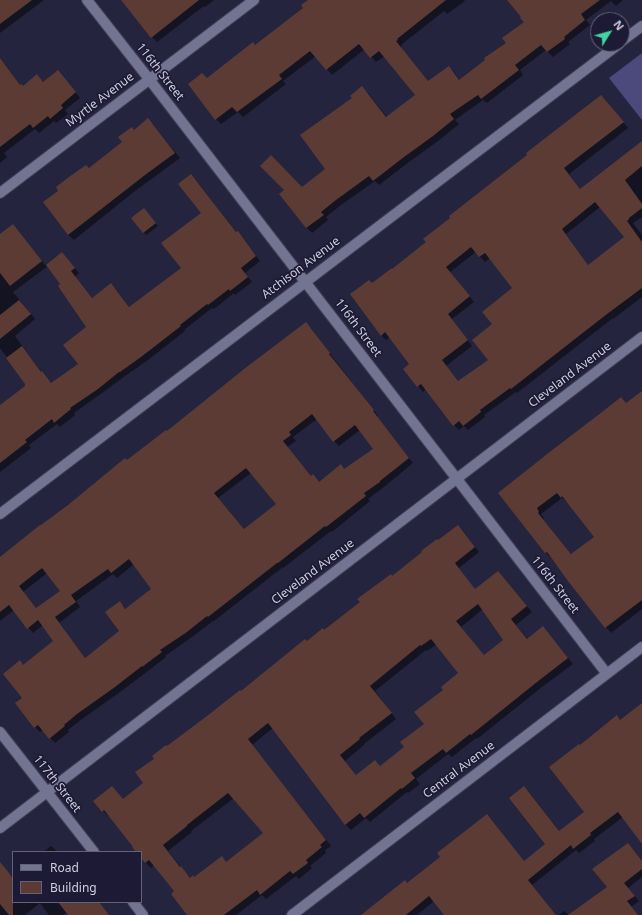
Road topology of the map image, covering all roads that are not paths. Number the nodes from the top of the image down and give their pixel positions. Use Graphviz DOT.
graph roads {
  1 [pos="87,0"];
  2 [pos="254,0"];
  3 [pos="642,26"];
  4 [pos="630,35"];
  5 [pos="608,52"];
  6 [pos="149,79"];
  7 [pos="0,193"];
  8 [pos="305,281"];
  9 [pos="642,337"];
  10 [pos="457,478"];
  11 [pos="0,514"];
  12 [pos="642,647"];
  13 [pos="607,674"];
  14 [pos="0,732"];
  15 [pos="47,792"];
  16 [pos="0,828"];
  17 [pos="93,851"];
  18 [pos="134,903"];
  19 [pos="143,915"];
  20 [pos="292,915"];
  1 -- 6 [label="street, 116th Street"];
  2 -- 6 [label="street, Myrtle Avenue"];
  3 -- 4 [label="street"];
  5 -- 8 [label="street, Atchison Avenue"];
  6 -- 7 [label="street, Myrtle Avenue"];
  6 -- 8 [label="street, 116th Street"];
  8 -- 10 [label="street, 116th Street"];
  8 -- 11 [label="street, Atchison Avenue"];
  9 -- 10 [label="street, Cleveland Avenue"];
  10 -- 13 [label="street, 116th Street"];
  10 -- 15 [label="street, Cleveland Avenue"];
  12 -- 13 [label="street, Central Avenue"];
  13 -- 20 [label="street, Central Avenue"];
  14 -- 15 [label="street, 117th Street"];
  15 -- 16 [label="street, Cleveland Avenue"];
  15 -- 17 [label="street, 117th Street"];
  18 -- 19 [label="street"];
}
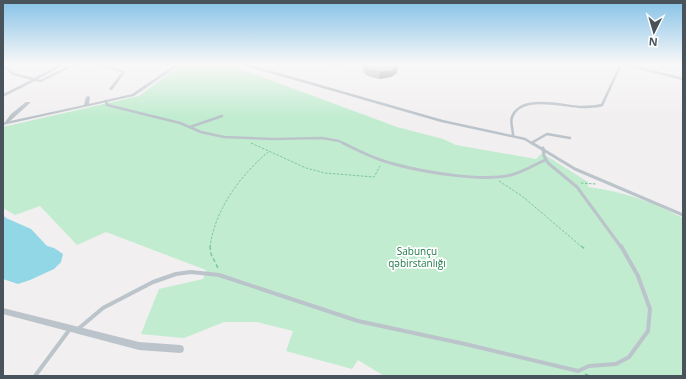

YOUR TASK: From the first line to the last, write out the data exactly, omitting any pictures.

RESULT BELOW:
Road topology of the map image, covering all roads that are not paths. Number the nodes from the top of the image down and give their pixel positions. Use Graphviz DOT.
graph roads {
  1 [pos="87,0"];
  2 [pos="254,0"];
  3 [pos="642,26"];
  4 [pos="630,35"];
  5 [pos="608,52"];
  6 [pos="149,79"];
  7 [pos="0,193"];
  8 [pos="305,281"];
  9 [pos="642,337"];
  10 [pos="457,478"];
  11 [pos="0,514"];
  12 [pos="642,647"];
  13 [pos="607,674"];
  14 [pos="0,732"];
  15 [pos="47,792"];
  16 [pos="0,828"];
  17 [pos="93,851"];
  18 [pos="134,903"];
  19 [pos="143,915"];
  20 [pos="292,915"];
  1 -- 6 [label="street, 116th Street"];
  2 -- 6 [label="street, Myrtle Avenue"];
  3 -- 4 [label="street"];
  5 -- 8 [label="street, Atchison Avenue"];
  6 -- 7 [label="street, Myrtle Avenue"];
  6 -- 8 [label="street, 116th Street"];
  8 -- 10 [label="street, 116th Street"];
  8 -- 11 [label="street, Atchison Avenue"];
  9 -- 10 [label="street, Cleveland Avenue"];
  10 -- 13 [label="street, 116th Street"];
  10 -- 15 [label="street, Cleveland Avenue"];
  12 -- 13 [label="street, Central Avenue"];
  13 -- 20 [label="street, Central Avenue"];
  14 -- 15 [label="street, 117th Street"];
  15 -- 16 [label="street, Cleveland Avenue"];
  15 -- 17 [label="street, 117th Street"];
  18 -- 19 [label="street"];
}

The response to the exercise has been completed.